Any other stories from your trip?

When we were in Panama, we were in this really weird town. It was a coffee farming towm, but a lot of expats lived there. Weird culture class: Americans and local indigenous Panamanians. One night we went out to get a drink or something, and we went out and it was all local Panamanians. It was such a culture shock for these white teenagers in the middle of this town in Panama and everyone was really drunk and fighting. There were bar fights and the fights kind of had rules. And Joe [Glass-Katz, ’17] was like, “Lets just stand in the middle of the street.” So it was pretty funny, just two white teenagers standing in the middle of a street and everyone looking at us.

What did you do last summer?

I spent it in Argentina au pairing for a family. I didn’t have to pay for food and housing, but I babysat for them.

How did you get the job?

Again, another random connection. My mother’s college roommate is from Argentina, and my roommate actually gave me the idea to go abroad for the summer and au pair. It all came together and I got to learn Argentine Spanish.

How did you like Argentina? 

I liked it. It was immersing yourself in another culture … it was so cool comparing it to Costa Rica because Argentina is so European. When I would go out with people my own age, all the women there, I don’t know, it was so separate. I liked it though. It was so hospitable, which is something you don’t find here.

Are you still in communication with the family you babysat for?

Yeah, they were awesome. I’m trying to study abroad in Argentina. I would love to study abroad in South America.

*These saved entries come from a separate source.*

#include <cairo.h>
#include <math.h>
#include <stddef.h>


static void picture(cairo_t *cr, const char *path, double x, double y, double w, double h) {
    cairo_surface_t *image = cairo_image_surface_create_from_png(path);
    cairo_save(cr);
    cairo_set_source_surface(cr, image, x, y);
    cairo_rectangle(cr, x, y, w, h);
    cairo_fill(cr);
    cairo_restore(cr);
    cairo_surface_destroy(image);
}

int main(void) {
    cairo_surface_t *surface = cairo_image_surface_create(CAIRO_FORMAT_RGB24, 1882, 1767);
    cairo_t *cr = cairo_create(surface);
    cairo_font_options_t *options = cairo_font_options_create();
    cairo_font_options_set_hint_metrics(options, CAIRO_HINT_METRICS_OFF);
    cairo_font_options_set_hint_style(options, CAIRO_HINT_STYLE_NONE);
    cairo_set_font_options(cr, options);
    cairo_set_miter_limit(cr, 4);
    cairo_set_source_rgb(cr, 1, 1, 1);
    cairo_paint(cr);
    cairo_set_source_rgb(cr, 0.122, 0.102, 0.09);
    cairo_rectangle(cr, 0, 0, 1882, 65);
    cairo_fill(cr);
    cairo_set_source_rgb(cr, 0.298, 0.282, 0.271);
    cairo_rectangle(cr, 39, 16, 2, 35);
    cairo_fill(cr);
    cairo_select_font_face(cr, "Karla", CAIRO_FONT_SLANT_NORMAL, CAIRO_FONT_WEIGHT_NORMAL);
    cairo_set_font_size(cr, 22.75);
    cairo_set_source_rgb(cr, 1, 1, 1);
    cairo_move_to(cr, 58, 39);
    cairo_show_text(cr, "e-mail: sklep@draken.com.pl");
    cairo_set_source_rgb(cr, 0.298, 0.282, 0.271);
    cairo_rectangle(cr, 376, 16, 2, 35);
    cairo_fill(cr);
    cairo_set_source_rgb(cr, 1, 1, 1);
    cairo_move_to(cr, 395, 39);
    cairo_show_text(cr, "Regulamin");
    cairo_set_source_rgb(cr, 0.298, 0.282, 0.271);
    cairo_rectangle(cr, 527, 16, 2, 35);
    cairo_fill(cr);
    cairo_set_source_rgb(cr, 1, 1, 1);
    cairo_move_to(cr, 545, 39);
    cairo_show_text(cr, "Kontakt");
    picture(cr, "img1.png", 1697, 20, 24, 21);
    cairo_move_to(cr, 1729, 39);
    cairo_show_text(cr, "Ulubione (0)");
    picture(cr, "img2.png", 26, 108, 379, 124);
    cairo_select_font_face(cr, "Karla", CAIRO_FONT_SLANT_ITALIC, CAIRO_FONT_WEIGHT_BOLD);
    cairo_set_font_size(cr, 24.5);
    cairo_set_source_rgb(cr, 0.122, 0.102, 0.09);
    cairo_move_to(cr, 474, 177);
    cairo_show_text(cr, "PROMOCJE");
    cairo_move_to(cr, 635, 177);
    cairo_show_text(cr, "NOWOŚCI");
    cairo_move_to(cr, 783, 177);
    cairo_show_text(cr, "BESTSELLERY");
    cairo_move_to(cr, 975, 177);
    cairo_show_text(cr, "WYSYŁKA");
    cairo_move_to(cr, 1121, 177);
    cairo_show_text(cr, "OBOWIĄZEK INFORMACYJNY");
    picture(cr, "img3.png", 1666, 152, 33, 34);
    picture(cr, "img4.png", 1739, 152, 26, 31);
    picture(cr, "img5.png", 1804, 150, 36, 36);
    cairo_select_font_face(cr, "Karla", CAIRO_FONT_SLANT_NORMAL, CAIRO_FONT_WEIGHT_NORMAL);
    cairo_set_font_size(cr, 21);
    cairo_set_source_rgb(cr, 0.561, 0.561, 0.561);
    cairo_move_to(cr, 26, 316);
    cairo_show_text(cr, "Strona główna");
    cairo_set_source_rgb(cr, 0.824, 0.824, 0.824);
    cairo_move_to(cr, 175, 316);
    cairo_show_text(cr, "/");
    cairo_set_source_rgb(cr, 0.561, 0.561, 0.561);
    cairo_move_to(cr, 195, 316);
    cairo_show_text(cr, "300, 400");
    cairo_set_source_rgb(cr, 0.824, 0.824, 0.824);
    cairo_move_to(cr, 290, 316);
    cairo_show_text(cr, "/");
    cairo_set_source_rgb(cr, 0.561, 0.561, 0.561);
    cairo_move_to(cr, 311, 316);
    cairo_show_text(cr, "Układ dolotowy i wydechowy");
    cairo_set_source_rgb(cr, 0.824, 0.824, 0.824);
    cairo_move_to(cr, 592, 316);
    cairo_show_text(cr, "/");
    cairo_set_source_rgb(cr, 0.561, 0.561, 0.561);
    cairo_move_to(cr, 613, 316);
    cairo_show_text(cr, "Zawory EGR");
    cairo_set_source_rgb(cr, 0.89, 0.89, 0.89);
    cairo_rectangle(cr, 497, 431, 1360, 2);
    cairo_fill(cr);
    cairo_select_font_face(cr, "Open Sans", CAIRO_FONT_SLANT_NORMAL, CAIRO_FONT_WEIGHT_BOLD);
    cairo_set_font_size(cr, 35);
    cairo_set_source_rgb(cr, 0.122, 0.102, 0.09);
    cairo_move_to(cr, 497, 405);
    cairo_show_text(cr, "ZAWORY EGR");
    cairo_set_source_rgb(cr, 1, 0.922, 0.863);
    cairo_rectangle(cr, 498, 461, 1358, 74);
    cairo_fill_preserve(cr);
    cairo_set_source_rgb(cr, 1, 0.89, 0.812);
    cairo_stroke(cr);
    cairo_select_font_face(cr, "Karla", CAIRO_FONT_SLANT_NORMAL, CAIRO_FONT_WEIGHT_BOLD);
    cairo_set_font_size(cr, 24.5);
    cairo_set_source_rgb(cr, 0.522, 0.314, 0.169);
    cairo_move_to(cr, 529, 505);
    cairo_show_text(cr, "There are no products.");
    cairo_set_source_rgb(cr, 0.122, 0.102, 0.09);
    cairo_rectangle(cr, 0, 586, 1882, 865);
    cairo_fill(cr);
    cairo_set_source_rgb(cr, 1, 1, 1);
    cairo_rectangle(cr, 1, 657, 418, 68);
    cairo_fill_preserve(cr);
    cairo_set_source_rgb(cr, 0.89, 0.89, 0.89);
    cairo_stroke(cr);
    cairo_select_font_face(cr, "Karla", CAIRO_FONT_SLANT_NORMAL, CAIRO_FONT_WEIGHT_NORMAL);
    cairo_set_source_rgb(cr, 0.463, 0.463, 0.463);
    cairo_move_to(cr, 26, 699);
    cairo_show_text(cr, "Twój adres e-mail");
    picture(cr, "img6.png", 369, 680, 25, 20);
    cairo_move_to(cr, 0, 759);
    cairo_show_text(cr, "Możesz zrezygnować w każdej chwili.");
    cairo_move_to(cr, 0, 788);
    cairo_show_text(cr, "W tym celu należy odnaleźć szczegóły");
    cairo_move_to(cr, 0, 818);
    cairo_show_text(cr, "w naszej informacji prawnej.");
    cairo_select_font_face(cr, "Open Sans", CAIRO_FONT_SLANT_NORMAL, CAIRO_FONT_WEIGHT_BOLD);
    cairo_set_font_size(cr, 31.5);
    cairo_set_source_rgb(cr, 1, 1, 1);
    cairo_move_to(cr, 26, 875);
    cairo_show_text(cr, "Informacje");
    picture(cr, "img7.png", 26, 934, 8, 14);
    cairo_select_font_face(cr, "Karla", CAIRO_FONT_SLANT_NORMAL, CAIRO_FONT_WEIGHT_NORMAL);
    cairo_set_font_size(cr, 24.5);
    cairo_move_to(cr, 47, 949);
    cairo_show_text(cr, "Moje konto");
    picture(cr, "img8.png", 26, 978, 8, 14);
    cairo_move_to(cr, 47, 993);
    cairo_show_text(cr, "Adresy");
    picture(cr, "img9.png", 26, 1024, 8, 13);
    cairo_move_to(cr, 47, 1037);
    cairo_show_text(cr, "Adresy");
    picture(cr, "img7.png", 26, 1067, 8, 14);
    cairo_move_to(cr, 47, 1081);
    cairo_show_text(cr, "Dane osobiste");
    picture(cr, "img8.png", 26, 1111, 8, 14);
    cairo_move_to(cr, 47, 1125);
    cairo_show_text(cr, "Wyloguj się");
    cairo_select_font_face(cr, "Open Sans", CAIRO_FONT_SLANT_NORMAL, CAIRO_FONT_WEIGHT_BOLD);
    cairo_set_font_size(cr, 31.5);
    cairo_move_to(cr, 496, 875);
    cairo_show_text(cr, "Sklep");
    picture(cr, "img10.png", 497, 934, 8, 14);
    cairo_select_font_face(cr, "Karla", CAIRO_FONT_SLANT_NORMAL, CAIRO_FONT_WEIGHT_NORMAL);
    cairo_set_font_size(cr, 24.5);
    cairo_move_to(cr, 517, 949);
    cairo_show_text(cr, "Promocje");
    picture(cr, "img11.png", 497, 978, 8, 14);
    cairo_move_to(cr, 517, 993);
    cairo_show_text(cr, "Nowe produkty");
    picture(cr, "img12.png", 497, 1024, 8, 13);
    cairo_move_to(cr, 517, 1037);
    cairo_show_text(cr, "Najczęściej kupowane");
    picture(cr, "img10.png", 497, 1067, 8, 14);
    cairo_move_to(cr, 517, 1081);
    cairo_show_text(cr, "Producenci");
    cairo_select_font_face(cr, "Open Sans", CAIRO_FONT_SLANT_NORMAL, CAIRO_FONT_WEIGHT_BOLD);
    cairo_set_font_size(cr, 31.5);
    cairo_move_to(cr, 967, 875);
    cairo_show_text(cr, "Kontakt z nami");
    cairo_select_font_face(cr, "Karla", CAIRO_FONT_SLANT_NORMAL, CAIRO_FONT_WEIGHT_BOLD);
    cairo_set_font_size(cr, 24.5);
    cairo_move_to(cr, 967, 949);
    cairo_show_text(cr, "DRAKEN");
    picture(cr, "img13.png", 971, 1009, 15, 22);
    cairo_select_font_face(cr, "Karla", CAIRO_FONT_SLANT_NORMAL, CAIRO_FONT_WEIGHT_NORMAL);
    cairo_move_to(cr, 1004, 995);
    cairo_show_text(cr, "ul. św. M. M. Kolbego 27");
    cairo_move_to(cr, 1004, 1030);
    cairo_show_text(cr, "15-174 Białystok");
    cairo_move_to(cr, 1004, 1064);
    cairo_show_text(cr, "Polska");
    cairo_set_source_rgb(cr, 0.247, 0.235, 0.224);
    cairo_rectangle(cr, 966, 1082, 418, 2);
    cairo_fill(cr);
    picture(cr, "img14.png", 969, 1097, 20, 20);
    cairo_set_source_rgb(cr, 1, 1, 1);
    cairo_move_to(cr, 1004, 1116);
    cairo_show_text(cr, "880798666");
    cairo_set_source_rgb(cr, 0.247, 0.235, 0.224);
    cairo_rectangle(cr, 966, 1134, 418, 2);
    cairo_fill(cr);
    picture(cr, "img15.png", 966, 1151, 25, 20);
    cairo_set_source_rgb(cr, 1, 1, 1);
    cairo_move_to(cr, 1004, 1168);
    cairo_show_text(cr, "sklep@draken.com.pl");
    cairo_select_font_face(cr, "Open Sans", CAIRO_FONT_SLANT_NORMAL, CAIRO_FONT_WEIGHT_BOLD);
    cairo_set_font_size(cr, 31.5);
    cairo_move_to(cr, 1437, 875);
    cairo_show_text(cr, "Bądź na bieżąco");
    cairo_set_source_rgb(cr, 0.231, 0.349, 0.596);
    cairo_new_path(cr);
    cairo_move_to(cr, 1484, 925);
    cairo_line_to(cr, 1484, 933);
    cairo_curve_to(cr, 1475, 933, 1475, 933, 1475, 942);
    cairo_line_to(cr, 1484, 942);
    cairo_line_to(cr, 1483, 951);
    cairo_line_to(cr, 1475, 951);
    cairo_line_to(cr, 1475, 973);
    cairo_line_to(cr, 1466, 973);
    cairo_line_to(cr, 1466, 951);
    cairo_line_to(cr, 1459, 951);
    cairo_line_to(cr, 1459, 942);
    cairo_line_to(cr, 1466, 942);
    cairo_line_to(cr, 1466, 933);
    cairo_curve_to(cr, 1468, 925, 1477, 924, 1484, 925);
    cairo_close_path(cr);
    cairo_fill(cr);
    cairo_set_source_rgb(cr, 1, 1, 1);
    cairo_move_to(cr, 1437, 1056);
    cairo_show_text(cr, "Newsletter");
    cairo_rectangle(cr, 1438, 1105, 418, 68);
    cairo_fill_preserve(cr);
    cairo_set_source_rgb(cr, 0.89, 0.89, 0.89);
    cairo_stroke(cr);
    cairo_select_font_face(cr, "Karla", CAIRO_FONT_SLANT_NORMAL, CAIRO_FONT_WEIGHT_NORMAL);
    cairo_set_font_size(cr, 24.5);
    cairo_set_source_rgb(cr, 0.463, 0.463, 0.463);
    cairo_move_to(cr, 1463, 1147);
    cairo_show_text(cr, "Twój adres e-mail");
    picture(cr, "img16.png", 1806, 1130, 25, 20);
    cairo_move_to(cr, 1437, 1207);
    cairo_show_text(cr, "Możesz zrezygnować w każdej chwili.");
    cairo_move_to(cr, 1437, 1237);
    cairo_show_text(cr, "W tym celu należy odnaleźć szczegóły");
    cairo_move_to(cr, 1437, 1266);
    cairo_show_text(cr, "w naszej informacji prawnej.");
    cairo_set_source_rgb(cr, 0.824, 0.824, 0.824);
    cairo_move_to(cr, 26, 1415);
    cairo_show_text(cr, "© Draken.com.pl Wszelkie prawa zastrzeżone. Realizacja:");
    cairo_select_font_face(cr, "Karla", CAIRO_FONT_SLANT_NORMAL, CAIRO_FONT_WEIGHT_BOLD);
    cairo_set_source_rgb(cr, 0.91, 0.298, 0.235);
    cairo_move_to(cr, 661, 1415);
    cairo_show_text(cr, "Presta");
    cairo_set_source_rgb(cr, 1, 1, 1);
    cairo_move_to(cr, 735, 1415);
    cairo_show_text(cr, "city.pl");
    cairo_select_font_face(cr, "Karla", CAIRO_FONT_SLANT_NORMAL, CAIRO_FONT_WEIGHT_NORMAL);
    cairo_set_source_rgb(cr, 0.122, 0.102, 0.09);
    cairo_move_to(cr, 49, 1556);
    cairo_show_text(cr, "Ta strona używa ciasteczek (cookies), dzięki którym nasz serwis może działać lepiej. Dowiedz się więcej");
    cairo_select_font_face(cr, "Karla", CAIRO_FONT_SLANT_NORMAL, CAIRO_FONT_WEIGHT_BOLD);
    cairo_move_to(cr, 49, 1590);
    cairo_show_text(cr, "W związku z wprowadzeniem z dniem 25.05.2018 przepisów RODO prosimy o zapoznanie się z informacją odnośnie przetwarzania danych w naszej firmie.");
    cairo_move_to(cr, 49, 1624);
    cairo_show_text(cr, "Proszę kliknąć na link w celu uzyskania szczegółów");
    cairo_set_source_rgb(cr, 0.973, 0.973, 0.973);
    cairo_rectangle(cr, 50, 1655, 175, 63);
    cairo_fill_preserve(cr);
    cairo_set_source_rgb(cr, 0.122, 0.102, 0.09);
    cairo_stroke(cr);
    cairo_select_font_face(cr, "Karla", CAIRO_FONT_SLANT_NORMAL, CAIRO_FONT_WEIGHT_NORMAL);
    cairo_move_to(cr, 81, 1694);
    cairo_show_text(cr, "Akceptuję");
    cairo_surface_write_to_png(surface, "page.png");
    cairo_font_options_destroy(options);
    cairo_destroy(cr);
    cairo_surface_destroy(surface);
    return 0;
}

It was sad leaving; it really felt like a home away from home.

Do you play an instrument or sing?

I play guitar. Unfortunately, I should really pick it up again. I did some coffeehouse last year, but I have not had time, which is sad because I really love music

How long have you been playing?

I never took lessons because my brother was a great teacher, so I’ve been informally playing since sixth grade.

What did you play at coffeehouse? 

Me and my friend played this country song with raunchy lyrics – [Laughs.] my parents loved that one – and we did a Beatles one the next time.

Did you like being up on stage?

No, I hate it. I get so nervous, but afterwards I’m really happy I did it.

Have you been to any concerts this year?

I have. One night, I randomly went to an Ok Go concert in Albany. It was really fun. It was random in this weird strip mall converted to a concert venue. It was fun because I like to get out of the bubble. In March, I’m going to an Odessa concert. I’m trying to go to more because I have a car on campus.

What do you like about concerts?

Listening to music is great, but going to see a live performance is this whole experience. You go with some of your good friends and watch these talented performers. When you know a band and have a special connection with them, it is amazing to see how talented they are. It’s not prerecorded, it’s just raw. I don’t know, it’s the whole experience, the lights, and how it makes it so much better.

I also heard you are a certified bartender?

No, not a certified bartender! I took bartending classes one time. It was a lot of work. It was senior year and I knew I was coming here, and I was like, “When am I ever going to bartend in Williamstown?” So me and my friend went to these classes. Yeah, you only need to be like 16 to work at a bar. Or maybe it’s 18, but either way I was legal to do it as long as you’re not drinking the alcohol.

You’ve been skydiving. Where? 

In Cuba, last year. My friend talked to me about it and said, “Let’s go skydiving.” I talked to my parents about it, and they said “No way.” And then it was so funny, the next morning my mom comes over and says “I’m coming skydiving with you!” So my whole family went skydiving with me, and my mom was the most proud of it. She put a picture of her skydiving on our Christmas card – like, we all did that too! So it was definitely something you can check off the bucket list.